## The task
When you reproduce the entries below, keep each one exact and drop any pictures.

## Records supplied
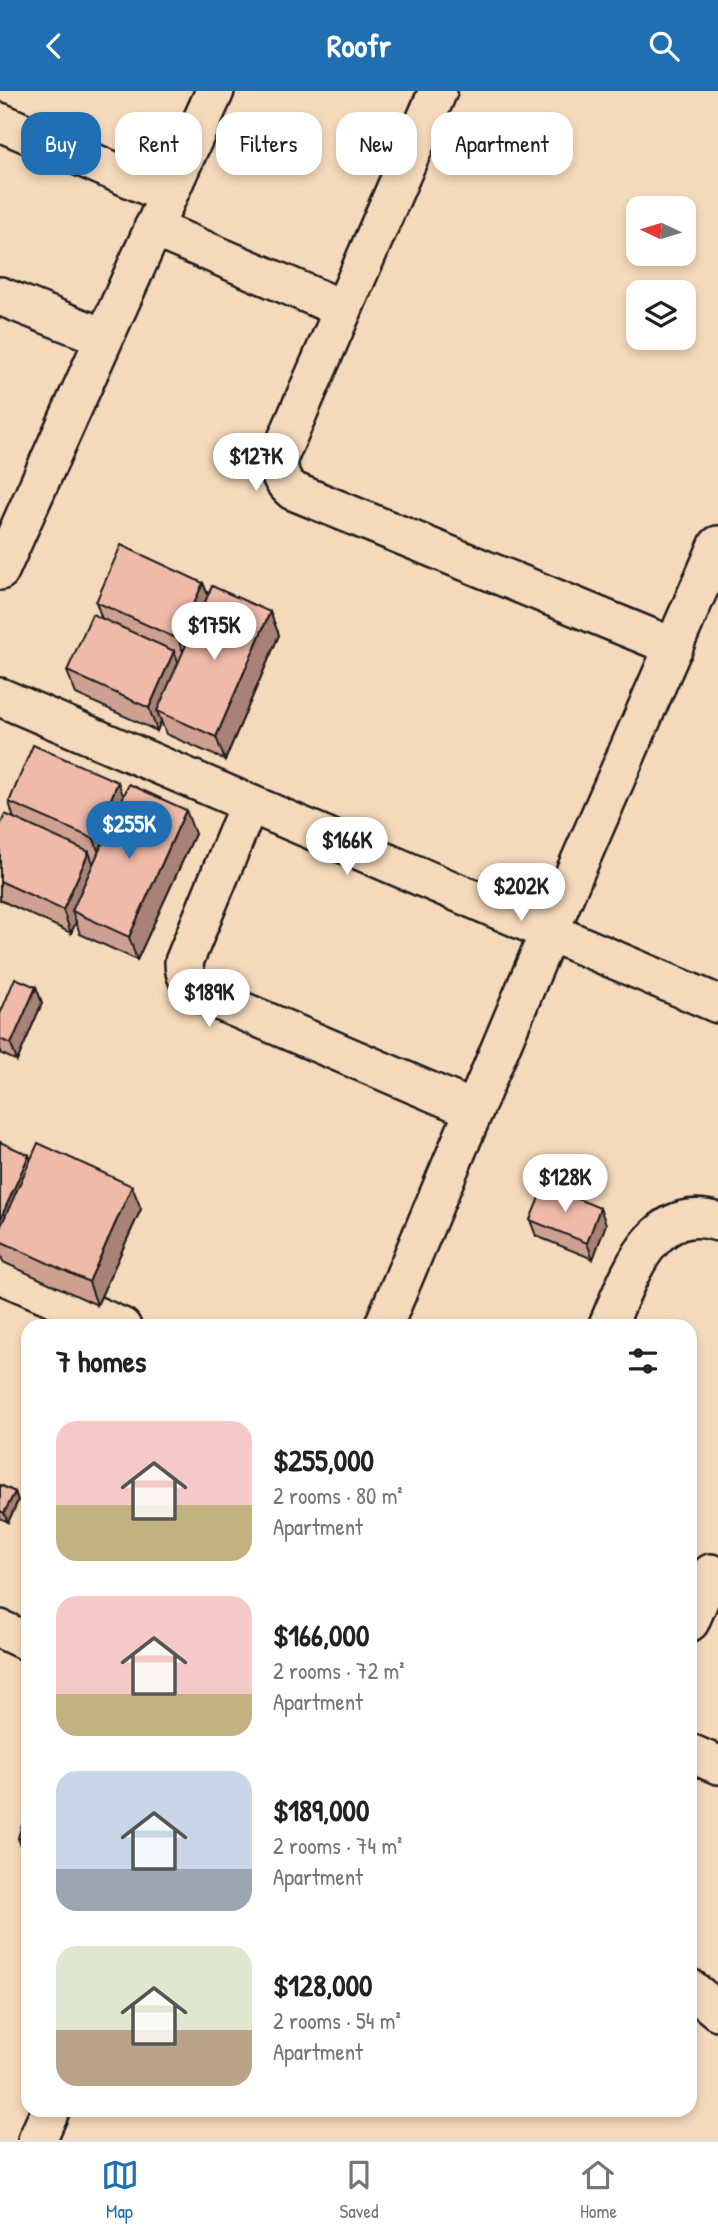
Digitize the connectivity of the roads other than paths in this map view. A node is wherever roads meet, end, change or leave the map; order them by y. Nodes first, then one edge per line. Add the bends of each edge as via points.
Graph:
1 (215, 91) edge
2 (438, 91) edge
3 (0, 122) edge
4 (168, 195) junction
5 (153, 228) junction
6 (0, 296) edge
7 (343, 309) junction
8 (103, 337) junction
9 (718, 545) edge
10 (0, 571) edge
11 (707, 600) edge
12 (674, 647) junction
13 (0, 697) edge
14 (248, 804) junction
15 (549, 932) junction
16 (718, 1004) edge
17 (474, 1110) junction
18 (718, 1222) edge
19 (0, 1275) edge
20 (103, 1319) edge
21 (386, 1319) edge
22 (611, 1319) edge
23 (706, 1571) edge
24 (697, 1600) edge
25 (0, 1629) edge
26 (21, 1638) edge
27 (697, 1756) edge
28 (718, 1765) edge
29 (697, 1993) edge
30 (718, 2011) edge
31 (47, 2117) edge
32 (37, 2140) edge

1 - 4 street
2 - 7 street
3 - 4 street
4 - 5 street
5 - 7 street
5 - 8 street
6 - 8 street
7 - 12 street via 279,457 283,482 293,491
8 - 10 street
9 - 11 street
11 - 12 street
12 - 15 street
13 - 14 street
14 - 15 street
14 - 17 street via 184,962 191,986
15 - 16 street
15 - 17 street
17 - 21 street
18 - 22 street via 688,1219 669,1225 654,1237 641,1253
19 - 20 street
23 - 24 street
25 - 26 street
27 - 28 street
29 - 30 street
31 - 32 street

## Result of this exercise
Digitize the connectivity of the roads other than paths in this map view. A node is wherever roads meet, end, change or leave the map; order them by y. Nodes first, then one edge per line. Add the bends of each edge as via points.
Graph:
1 (215, 91) edge
2 (438, 91) edge
3 (0, 122) edge
4 (168, 195) junction
5 (153, 228) junction
6 (0, 296) edge
7 (343, 309) junction
8 (103, 337) junction
9 (718, 545) edge
10 (0, 571) edge
11 (707, 600) edge
12 (674, 647) junction
13 (0, 697) edge
14 (248, 804) junction
15 (549, 932) junction
16 (718, 1004) edge
17 (474, 1110) junction
18 (718, 1222) edge
19 (0, 1275) edge
20 (103, 1319) edge
21 (386, 1319) edge
22 (611, 1319) edge
23 (706, 1571) edge
24 (697, 1600) edge
25 (0, 1629) edge
26 (21, 1638) edge
27 (697, 1756) edge
28 (718, 1765) edge
29 (697, 1993) edge
30 (718, 2011) edge
31 (47, 2117) edge
32 (37, 2140) edge

1 - 4 street
2 - 7 street
3 - 4 street
4 - 5 street
5 - 7 street
5 - 8 street
6 - 8 street
7 - 12 street via 279,457 283,482 293,491
8 - 10 street
9 - 11 street
11 - 12 street
12 - 15 street
13 - 14 street
14 - 15 street
14 - 17 street via 184,962 191,986
15 - 16 street
15 - 17 street
17 - 21 street
18 - 22 street via 688,1219 669,1225 654,1237 641,1253
19 - 20 street
23 - 24 street
25 - 26 street
27 - 28 street
29 - 30 street
31 - 32 street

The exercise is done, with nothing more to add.